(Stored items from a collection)

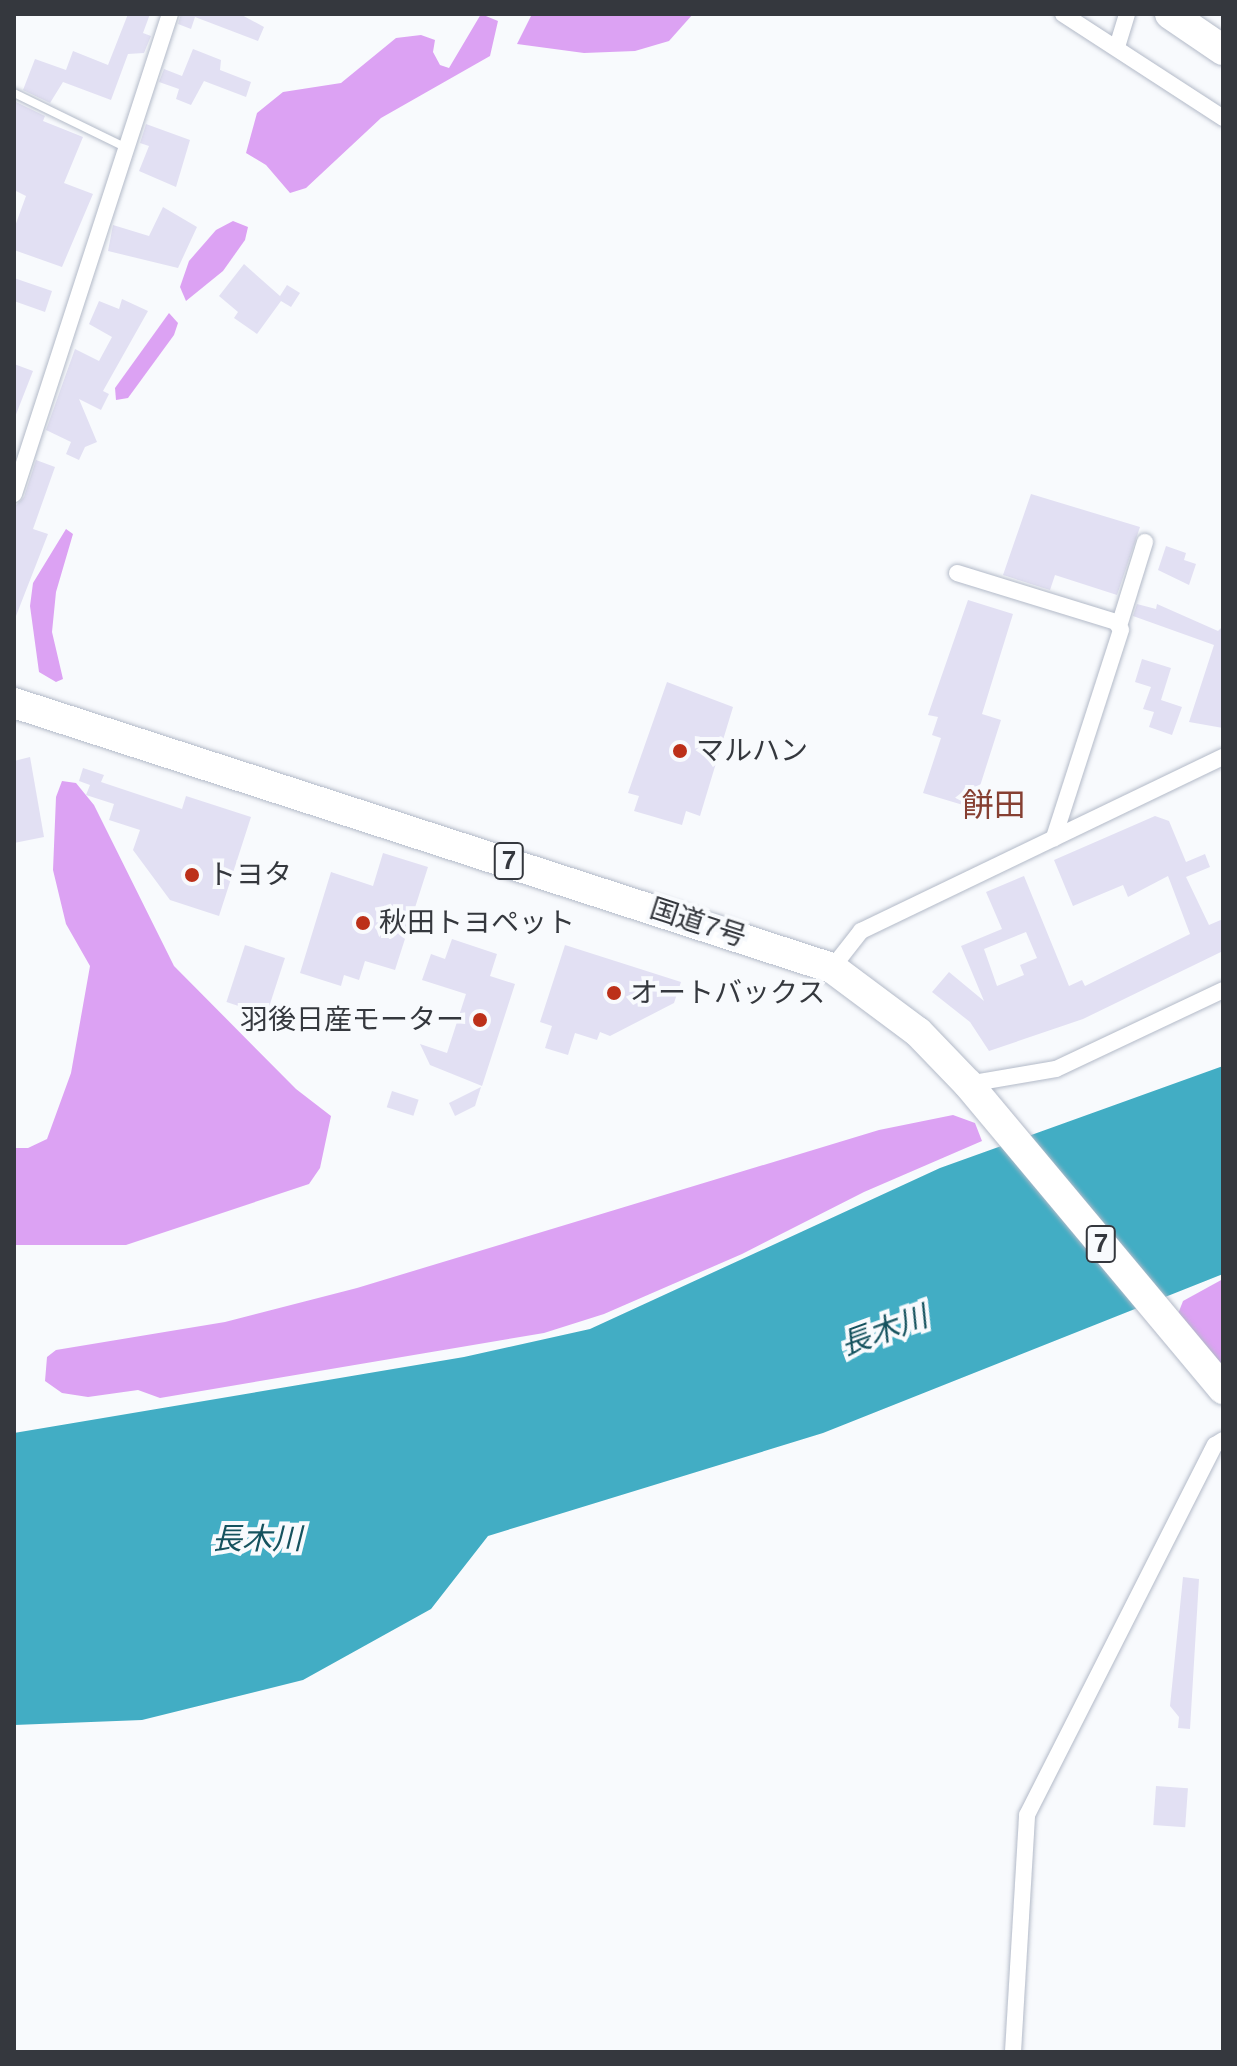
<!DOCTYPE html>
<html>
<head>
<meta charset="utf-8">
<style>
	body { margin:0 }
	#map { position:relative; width:1237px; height:2066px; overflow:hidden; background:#f8fafd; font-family:Helvetica,"Noto Sans JP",sans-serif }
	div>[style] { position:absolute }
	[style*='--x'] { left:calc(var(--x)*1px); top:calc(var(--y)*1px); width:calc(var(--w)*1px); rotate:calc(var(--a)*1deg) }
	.forest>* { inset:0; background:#dca2f3 }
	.water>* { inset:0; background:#42adc4 }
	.building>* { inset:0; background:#e2e0f3; transform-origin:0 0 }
	.roads { filter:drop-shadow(0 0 2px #b3bac8) drop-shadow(0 0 2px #b3bac8) }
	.lane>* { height:8px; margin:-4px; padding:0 4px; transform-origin:4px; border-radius:4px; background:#fff }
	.street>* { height:16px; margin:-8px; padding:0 8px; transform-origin:8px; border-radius:8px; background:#fff }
	.highway>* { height:30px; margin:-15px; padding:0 15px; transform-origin:15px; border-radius:15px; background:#fff }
	.dots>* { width:22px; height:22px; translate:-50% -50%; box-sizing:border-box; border:4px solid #f8fafd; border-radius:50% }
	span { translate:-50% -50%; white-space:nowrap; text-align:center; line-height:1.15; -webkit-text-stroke:8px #f8fafd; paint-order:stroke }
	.shield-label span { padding:2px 6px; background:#f8fafd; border:2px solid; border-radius:6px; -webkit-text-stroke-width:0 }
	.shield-label { font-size:26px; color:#35383e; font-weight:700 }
	.poi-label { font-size:28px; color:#35383e }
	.left { translate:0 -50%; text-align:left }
	.right { translate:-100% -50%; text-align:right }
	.street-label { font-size:28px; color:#35383e }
	.water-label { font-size:30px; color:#15525e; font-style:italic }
	.quarter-label { font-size:32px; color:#863f32 }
	.frame { position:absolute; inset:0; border:16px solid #35383e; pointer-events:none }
</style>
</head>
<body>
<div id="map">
	<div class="forest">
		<div style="clip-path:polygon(481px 14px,498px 21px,490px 56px,381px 118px,306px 188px,290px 193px,266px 165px,246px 153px,257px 113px,283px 92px,341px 83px,396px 38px,421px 35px,435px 40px,433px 52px,440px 65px,449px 68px)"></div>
		<div style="clip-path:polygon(532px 14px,693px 14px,669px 41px,635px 51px,584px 53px,517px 44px)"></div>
		<div style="clip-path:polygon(233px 221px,248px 227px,245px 240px,223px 271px,186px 301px,180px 287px,189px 261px,216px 230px)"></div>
		<div style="clip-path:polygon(169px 313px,178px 323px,174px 335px,128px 398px,116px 400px,115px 388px)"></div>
		<div style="clip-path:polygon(66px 529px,73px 534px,56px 592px,52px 632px,63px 679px,56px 682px,39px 672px,30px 606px,33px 583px)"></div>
		<div style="clip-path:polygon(62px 781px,76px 783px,94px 805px,174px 966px,296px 1089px,331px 1116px,320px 1168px,309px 1184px,126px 1245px,14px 1245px,14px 1148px,28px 1148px,47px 1139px,71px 1073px,90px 966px,66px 924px,53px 870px,56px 797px)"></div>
		<div style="clip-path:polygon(953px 1115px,975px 1123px,982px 1141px,864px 1192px,742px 1254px,604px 1314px,544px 1333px,160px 1398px,138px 1390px,88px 1397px,62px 1393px,45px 1381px,47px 1357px,56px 1350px,225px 1322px,357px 1288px,879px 1130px)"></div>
		<div style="clip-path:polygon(1223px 1279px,1223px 1370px,1178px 1314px,1183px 1301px)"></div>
	</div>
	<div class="water">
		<div style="clip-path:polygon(1223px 1066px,1223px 1274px,823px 1433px,488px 1536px,431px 1609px,303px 1680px,142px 1720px,14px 1725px,14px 1433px,464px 1357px,590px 1329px,940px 1168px)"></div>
	</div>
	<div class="building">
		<div style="clip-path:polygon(128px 14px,150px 14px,143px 33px,151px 36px,144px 53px,128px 54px,111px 100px,63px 82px,50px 103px,23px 90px,35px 59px,66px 70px,73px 51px,108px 65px)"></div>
		<div style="clip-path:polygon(181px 14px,240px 14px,264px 27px,258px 41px,195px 17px,191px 29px,178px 24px)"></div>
		<div style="clip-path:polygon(193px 49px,221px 60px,220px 70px,251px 82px,246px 97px,204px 81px,191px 105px,176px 99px,179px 89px,159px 82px,164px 69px,182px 76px)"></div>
		<div style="clip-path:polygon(16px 102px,45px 116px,43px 121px,83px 137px,64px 183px,93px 194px,62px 267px,14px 250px,14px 229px,26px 196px,14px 190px)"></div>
		<div style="clip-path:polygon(146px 124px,190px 140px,176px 187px,139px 171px,149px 146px,140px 143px)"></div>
		<div style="clip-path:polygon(163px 207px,197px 227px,178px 268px,108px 251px,113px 225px,149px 236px)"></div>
		<div style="clip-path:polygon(244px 264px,280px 296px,287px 285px,300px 293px,291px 307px,281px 301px,257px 334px,234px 318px,238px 312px,219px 296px)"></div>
		<div style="clip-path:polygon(14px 278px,52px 291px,45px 312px,14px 301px)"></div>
		<div style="clip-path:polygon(122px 299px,148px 311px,103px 391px,109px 394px,101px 410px,79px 399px,97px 442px,85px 447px,79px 460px,66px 454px,71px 442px,46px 430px,75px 349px,99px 361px,112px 337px,89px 324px,99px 301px,119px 309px)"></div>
		<div style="clip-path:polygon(14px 364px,33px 371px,15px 417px,14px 417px)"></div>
		<div style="clip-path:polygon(36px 460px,55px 467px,33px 529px,48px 534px,16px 616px,14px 507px,24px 497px)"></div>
		<div style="clip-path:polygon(1031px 494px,1140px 527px,1117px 595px,1055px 575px,1050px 590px,1003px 575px)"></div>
		<div style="clip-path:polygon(1166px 546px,1186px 553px,1184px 560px,1196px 564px,1189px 585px,1158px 570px)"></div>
		<div style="clip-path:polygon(968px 600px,1013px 614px,982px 714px,1001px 720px,973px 808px,923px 793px,941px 738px,932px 735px,938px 717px,928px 715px)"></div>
		<div style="clip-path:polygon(1137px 604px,1156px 609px,1157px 604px,1218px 631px,1223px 626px,1223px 728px,1189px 722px,1214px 645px,1133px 616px)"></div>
		<div style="clip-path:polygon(1142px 659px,1171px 668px,1161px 700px,1182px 707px,1172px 735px,1149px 727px,1154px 712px,1143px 709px,1151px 687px,1135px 682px)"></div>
		<div style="clip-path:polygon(667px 682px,733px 707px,700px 816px,686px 811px,682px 825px,634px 811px,639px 796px,628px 793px)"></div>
		<div style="clip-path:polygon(30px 757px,44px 837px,14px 843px,14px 761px)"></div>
		<div style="clip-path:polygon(83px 768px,104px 775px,101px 782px,182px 809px,186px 796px,251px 817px,219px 916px,170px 900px,133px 850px,140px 830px,109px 820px,114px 804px,86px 795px,90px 785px,79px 781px)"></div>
		<div style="clip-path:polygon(evenodd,1155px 816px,1169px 821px,1186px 862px,1205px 854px,1210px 867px,1186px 877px,1209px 925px,1223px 919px,1223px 951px,1083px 1019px,989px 1051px,970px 1022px,932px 992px,949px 972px,984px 1001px,961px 946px,1002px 929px,986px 892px,1024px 876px,1069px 986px,1082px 980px,1085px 986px,1190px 934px,1168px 876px,1128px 897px,1123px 885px,1073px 906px,1054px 860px,1155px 816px,1026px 932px,1037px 958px,1020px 965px,1024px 975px,997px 986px,984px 949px,1026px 932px)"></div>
		<div style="clip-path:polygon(383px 853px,428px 867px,395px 970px,365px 961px,359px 980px,344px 975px,341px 986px,300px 973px,331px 872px,373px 886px)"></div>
		<div style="clip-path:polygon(452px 939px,497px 954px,490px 976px,515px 984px,482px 1086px,430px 1065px,420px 1044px,447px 1053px,466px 994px,422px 980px,431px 954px,445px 959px)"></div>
		<div style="left:245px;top:945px;width:42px;height:60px;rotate:18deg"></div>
		<div style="clip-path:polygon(565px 945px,681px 982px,674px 1003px,610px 1036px,600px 1032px,597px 1040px,575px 1033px,568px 1055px,545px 1048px,552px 1026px,540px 1022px)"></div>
		<div style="clip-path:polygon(481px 1087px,475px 1106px,455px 1116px,449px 1103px)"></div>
		<div style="left:392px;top:1091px;width:28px;height:17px;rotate:18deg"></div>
		<div style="clip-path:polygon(1183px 1577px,1199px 1579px,1190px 1729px,1178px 1728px,1179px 1717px,1170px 1706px)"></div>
		<div style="left:1156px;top:1786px;width:32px;height:39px;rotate:4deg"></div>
	</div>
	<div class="roads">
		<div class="lane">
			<div style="--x:14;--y:93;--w:126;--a:26"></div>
		</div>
		<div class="street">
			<div style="--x:1063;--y:14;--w:191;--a:33"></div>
			<div style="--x:1117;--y:47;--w:34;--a:-73"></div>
			<div style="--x:14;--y:494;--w:505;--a:-72"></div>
			<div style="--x:957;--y:573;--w:166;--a:17.1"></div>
			<div style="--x:1116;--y:622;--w:9;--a:58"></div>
			<div style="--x:1121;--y:630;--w:219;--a:107.9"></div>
			<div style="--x:1119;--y:626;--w:88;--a:-72.8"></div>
			<div style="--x:832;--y:968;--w:47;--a:-51.9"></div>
			<div style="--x:861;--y:931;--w:402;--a:-25.7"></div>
			<div style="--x:968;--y:1084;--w:89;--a:-9.7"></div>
			<div style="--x:1056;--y:1069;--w:185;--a:-25.3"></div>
			<div style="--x:1013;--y:2052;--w:237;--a:-86.6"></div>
			<div style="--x:1027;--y:1815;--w:415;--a:-63.1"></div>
			<div style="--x:1215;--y:1445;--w:9;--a:-32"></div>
		</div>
		<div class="highway">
			<div style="--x:1170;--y:14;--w:64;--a:34.2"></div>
			<div style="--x:14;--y:703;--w:860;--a:17.95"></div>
			<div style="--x:832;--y:968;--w:107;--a:36.7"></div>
			<div style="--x:918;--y:1032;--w:72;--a:46.1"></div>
			<div style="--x:968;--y:1084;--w:398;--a:50.1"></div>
		</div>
	</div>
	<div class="dots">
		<div style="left:680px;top:751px;background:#bc3019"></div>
		<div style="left:192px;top:875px;background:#bc3019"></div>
		<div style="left:363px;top:923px;background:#bc3019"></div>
		<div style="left:614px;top:993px;background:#bc3019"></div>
		<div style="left:480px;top:1020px;background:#bc3019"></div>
	</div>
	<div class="shield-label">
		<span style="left:509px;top:861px">7</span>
		<span style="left:1101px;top:1244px">7</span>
	</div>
	<div class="poi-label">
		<span class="left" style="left:696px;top:751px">マルハン</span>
		<span class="left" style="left:208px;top:875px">トヨタ</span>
		<span class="left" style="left:379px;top:923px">秋田トヨペット</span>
		<span class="left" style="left:630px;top:993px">オートバックス</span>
		<span class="right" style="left:464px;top:1020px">羽後日産モーター</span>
	</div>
	<div class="street-label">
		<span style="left:698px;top:923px;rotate:18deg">国道7号</span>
	</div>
	<div class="water-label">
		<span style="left:884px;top:1331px;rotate:-20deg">長木川</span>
		<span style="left:257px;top:1539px">長木川</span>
	</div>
	<div class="quarter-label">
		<span style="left:994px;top:805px">餅田</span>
	</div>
	<div class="frame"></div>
</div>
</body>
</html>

» Your objective
Show the lines where the word "lane" appears in the entries.

» Answer to the exercise
	.lane>* { height:8px; margin:-4px; padding:0 4px; transform-origin:4px; border-radius:4px; background:#fff }
		<div class="lane">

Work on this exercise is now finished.